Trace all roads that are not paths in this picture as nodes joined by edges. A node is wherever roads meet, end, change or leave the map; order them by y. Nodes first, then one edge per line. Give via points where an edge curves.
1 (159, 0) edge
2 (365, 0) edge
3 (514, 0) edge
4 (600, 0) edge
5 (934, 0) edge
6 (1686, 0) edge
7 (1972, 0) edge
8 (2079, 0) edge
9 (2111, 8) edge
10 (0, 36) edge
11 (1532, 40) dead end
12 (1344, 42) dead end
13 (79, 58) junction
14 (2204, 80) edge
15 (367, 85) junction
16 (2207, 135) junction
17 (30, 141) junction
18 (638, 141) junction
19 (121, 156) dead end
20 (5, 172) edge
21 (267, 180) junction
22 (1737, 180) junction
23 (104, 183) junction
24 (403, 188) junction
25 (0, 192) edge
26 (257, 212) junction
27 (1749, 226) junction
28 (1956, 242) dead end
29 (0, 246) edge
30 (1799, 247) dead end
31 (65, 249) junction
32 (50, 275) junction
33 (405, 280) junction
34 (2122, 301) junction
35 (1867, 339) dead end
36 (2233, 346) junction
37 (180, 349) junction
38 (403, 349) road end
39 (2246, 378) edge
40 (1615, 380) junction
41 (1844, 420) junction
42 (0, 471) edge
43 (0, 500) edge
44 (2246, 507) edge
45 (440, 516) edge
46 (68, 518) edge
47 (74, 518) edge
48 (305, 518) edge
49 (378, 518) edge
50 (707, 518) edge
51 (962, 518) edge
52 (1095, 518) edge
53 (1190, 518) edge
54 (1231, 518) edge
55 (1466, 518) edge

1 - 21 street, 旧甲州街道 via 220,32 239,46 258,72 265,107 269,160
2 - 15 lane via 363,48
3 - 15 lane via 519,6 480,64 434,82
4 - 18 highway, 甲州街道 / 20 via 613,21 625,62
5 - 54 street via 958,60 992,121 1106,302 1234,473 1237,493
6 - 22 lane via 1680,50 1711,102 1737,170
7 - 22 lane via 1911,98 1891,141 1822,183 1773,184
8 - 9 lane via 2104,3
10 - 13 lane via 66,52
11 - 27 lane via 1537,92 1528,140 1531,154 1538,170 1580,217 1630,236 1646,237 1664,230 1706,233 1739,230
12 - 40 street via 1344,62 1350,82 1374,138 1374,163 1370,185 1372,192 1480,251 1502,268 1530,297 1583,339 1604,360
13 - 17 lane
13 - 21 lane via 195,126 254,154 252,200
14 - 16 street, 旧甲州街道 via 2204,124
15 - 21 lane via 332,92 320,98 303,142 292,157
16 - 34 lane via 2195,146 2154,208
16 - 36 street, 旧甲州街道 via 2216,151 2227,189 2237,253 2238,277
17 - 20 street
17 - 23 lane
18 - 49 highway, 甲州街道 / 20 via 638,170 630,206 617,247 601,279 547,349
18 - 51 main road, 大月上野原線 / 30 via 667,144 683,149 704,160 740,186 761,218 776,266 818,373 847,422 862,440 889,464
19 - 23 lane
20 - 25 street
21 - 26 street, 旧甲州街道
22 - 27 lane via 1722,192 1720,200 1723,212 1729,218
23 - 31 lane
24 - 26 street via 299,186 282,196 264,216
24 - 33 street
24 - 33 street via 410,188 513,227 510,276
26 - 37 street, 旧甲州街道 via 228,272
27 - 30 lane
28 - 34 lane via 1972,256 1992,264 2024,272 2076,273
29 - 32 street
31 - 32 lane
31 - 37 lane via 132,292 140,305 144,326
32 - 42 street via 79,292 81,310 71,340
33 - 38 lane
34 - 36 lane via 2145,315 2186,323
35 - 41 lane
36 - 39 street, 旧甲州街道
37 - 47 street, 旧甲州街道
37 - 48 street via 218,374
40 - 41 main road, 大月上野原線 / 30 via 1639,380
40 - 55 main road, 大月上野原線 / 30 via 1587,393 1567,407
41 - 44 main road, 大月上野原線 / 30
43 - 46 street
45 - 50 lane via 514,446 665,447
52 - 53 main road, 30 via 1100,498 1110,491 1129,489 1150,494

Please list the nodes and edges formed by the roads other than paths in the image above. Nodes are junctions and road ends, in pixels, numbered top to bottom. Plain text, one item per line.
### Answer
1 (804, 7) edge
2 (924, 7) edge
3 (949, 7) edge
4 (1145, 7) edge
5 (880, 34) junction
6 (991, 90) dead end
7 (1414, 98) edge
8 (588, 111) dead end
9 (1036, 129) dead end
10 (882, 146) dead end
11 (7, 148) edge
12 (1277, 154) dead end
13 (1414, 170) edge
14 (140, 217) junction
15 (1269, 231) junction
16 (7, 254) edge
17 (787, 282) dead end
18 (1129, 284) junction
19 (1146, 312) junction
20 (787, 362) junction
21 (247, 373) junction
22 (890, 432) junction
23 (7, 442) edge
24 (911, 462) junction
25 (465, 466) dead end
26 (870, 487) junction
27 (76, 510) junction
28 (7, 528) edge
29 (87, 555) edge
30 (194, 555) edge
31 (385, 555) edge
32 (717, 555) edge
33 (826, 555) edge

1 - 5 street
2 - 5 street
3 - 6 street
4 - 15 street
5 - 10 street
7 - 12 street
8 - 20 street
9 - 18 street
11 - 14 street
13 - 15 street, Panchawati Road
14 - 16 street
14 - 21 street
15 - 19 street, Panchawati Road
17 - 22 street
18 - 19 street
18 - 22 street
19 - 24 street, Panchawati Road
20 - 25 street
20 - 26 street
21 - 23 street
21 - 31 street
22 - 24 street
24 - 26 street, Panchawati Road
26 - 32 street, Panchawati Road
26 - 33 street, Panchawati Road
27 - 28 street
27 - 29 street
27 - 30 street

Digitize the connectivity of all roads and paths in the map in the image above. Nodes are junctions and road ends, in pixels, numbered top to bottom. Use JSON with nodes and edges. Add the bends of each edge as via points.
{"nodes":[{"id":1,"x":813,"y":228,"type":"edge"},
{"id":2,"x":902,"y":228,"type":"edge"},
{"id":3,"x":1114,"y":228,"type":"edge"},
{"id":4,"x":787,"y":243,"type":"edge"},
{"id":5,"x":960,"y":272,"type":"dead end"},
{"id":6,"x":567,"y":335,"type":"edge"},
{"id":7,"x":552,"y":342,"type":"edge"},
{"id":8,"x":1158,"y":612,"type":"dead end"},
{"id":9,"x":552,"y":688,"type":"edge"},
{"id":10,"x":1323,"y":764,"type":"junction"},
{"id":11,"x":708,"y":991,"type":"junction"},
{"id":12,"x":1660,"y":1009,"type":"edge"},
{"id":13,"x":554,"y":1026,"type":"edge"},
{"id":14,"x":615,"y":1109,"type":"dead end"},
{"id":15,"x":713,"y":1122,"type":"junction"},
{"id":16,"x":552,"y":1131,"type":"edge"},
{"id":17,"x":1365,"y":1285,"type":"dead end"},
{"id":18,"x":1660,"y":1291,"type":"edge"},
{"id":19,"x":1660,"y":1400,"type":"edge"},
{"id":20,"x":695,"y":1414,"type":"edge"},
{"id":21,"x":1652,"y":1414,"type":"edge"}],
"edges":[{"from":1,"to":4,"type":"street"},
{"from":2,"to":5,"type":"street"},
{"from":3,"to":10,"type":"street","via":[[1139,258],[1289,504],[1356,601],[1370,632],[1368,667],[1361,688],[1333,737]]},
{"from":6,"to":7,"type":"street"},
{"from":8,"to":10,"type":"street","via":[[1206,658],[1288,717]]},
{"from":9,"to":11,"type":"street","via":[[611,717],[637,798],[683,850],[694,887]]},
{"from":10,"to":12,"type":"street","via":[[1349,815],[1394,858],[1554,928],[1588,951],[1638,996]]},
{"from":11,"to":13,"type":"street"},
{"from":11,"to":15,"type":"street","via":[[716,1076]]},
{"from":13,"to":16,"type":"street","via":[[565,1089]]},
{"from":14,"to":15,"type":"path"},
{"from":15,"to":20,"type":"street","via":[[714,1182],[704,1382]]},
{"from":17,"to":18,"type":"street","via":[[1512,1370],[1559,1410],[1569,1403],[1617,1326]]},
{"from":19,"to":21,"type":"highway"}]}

********

**What to do**
Go through the data and show each line that holds "旧甲州街道".

**Task response**
1 - 21 street, 旧甲州街道 via 220,32 239,46 258,72 265,107 269,160
14 - 16 street, 旧甲州街道 via 2204,124
16 - 36 street, 旧甲州街道 via 2216,151 2227,189 2237,253 2238,277
21 - 26 street, 旧甲州街道
26 - 37 street, 旧甲州街道 via 228,272
36 - 39 street, 旧甲州街道
37 - 47 street, 旧甲州街道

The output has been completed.